Olden days, guys did it with gusto and pedalled their heart out and travelled less to the dispensary. Now people travelled more to the dispensary, travelled on many others modes of transport, but less on bicycles. Here the bi-cycle was taking rest away in a corner. The tyres were both old, the back tyre in good shape, but the front one some what deflatede and flat either due to time and air loss or by a punctured tube. The lock seemed to be in tact and the frame and mud guard was good. There was a little board on the white area of the back mud guard which took my attention. It said : “I am engaged”. May be, it may have an ambition. We do not know. In the Indian parlance when an engagement is proposed and decided, it is normally followed by marriage. But that does not work good for bicycles. This sign only meant that this bicycle is not available to any body but to the real owner or the dispensary in whose premises it is stationed.

It would have been owned or had been issued to a Class IV staff or a Clerk to commute to nearby places to save time instead of walking up. Some of them were also given an allowance in lieu of this kind of bicycling and fetching work. That allowance was called 'Cycle allowance'. Only the lower paid employees got that allowance. The better placed officials even though were allowed to use the bicycle, were not paid any cycle allowance. But it was the lower staff who loved and lived with the heart-throbs of old as a new issue of a brand bicycle thrilled any body in those days.

Now this bicycle in front of me would have done the length and breadth of Adyar where the dispensary is situated.

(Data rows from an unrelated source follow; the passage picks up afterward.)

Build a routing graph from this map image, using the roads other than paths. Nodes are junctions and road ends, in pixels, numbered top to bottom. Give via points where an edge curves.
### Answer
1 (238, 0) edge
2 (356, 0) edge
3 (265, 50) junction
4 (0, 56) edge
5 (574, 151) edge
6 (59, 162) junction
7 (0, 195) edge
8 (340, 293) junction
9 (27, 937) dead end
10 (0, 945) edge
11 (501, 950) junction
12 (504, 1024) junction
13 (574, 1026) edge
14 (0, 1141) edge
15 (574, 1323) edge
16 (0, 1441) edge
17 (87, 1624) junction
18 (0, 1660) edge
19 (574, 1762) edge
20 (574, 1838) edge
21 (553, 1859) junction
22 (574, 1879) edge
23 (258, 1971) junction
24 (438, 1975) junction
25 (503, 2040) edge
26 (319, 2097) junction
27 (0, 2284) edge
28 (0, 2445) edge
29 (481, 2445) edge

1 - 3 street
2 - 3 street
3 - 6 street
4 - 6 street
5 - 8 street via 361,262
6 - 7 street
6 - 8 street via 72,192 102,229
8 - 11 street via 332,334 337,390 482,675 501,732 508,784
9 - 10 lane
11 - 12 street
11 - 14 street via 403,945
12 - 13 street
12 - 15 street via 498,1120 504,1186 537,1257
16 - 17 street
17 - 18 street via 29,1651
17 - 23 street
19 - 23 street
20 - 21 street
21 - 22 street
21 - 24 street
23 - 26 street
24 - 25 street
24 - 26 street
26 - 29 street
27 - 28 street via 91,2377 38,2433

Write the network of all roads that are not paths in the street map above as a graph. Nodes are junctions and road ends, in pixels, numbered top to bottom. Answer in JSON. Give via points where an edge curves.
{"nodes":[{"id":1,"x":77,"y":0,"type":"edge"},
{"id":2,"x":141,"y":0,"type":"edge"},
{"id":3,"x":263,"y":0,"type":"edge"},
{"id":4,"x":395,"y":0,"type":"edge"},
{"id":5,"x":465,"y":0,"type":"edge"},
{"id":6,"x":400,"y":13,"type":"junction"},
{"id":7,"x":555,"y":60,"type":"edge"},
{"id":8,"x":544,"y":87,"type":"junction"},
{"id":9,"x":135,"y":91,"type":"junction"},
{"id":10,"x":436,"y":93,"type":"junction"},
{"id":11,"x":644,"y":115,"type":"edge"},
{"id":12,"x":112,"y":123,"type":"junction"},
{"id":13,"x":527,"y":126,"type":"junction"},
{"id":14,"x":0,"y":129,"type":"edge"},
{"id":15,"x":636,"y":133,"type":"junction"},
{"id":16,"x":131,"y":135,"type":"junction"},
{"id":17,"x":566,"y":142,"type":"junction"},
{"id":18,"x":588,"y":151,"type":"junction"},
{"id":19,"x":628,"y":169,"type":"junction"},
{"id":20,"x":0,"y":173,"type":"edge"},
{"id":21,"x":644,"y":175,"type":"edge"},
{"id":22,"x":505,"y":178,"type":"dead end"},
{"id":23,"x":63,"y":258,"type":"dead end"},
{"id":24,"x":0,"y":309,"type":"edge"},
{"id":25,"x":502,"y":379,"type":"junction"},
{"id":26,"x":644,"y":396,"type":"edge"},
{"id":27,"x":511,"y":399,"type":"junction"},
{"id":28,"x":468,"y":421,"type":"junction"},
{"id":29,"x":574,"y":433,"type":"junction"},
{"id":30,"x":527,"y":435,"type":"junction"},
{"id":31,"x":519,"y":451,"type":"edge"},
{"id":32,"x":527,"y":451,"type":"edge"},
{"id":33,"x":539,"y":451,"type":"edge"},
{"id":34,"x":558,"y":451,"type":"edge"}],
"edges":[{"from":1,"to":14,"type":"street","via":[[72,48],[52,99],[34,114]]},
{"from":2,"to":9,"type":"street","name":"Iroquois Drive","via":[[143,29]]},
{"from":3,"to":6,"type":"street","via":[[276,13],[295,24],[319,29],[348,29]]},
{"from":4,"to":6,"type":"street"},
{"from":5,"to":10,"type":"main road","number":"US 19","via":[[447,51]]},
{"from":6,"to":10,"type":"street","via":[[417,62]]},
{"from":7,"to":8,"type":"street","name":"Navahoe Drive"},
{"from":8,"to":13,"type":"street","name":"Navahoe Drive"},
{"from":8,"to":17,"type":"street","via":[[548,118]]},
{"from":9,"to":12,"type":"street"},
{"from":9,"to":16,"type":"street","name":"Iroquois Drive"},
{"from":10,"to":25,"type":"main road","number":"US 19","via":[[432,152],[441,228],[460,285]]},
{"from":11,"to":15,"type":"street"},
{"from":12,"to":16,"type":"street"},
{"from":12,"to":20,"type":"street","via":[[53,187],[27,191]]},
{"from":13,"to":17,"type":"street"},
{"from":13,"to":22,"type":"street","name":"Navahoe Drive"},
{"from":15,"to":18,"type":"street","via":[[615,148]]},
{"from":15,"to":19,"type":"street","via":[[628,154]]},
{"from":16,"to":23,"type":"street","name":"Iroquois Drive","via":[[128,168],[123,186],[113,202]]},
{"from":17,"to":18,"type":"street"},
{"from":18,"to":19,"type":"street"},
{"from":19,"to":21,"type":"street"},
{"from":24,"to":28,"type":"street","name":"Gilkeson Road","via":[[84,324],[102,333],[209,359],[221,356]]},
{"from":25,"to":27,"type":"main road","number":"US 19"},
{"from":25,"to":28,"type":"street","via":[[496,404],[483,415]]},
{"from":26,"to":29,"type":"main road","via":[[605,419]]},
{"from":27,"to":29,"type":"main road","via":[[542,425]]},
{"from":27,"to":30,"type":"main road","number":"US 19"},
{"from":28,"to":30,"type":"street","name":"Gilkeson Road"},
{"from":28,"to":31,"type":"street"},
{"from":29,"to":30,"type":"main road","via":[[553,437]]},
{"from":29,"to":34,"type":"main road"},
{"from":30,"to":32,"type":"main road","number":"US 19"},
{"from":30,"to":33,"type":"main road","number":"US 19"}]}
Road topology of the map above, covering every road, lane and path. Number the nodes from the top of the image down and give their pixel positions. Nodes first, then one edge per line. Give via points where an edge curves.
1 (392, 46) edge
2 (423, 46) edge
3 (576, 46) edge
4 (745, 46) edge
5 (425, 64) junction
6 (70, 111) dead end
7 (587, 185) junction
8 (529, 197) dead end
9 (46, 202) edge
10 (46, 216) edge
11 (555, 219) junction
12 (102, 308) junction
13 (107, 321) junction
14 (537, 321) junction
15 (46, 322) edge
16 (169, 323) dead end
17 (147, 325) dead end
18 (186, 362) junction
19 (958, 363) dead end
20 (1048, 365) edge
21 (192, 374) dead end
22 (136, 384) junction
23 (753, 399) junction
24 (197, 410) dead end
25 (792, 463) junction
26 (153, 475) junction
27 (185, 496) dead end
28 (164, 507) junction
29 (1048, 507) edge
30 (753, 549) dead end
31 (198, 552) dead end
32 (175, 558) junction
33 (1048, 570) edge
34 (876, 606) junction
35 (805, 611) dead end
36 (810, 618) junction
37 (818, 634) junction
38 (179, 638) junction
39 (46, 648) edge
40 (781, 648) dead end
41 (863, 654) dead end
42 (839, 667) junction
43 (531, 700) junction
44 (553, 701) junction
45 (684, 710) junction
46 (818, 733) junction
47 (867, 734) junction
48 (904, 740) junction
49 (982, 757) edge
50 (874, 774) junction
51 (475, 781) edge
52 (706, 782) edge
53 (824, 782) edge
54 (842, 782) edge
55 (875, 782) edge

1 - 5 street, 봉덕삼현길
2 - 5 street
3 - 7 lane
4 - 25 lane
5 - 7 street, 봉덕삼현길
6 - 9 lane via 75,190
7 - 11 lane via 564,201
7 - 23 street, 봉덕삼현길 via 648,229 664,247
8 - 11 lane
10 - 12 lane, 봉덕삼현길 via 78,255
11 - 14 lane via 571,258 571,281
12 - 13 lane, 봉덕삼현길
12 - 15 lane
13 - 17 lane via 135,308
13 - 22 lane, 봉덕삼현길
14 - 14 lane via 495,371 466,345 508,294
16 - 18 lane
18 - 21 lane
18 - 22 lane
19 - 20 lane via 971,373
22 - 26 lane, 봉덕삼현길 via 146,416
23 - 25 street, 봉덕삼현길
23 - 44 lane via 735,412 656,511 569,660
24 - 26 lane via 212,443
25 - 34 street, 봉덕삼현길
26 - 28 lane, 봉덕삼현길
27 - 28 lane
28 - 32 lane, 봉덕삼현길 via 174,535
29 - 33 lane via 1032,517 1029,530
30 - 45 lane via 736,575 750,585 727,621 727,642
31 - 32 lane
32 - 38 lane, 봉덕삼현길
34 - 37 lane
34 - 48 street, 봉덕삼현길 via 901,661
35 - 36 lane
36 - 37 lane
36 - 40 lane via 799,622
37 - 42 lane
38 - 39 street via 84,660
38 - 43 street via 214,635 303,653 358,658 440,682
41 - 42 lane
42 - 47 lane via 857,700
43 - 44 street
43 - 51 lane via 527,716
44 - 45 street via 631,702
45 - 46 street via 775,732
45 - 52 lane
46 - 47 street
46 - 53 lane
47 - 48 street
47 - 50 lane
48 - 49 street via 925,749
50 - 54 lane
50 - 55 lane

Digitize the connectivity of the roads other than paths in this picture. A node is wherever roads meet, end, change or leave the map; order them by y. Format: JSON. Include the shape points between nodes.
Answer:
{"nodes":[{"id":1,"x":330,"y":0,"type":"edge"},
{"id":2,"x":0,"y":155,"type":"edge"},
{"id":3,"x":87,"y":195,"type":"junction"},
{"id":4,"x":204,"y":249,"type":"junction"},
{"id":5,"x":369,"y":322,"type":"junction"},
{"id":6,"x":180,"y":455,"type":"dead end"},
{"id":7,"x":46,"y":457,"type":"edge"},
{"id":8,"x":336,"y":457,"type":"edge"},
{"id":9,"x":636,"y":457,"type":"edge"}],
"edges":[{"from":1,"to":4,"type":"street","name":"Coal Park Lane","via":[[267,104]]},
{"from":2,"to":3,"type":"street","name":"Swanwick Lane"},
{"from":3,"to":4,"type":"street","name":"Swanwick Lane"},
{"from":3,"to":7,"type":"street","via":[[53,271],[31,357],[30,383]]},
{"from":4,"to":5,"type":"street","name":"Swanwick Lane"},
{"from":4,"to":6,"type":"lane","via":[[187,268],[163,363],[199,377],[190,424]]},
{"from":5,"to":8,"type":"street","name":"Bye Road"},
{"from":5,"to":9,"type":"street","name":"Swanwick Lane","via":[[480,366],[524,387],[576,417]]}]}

It would have seen better times and good people as it would have remained in a family whose sole bread winner would have had this little beauty, that too, a Hercules, which is called a bi-cycle with a muscle, in this part of the country. Regardless of the long use, the cycle still stood its ground and had some sleeping life in it which can come alive any time, but for the sign on it, “I am engaged” Many a medicine would have been carried on it which would have saved the life of many a sick patient. But now the cycle itself is sick of non use and non exercise. The Doctors who advised us to walk and do exercise never looked at the bicycle.

Such things are looked after by the administrative officials and they did not think of health but of administration. Now that there are no takers for the bicycle in the new comers, it will have to wait in the corridor for some more time, beffore salvation came to it.

My medicines came by this time and it was time for me to leave the dispensary and I said good bye to the old friend, the Hercules.!

While on my return home, I was deeply troubled by the Adyar mud on the wheels.  The mud may be years old as it seemed the bicycle had been resting in its present place for quite some time as like in any Government office when things go into disuse.  If the bicycle had been in recent use the mud would belong to the time of the floods in which it would be general mud of Chennai as all the water came together to give a kind of togetherness to the people and animals.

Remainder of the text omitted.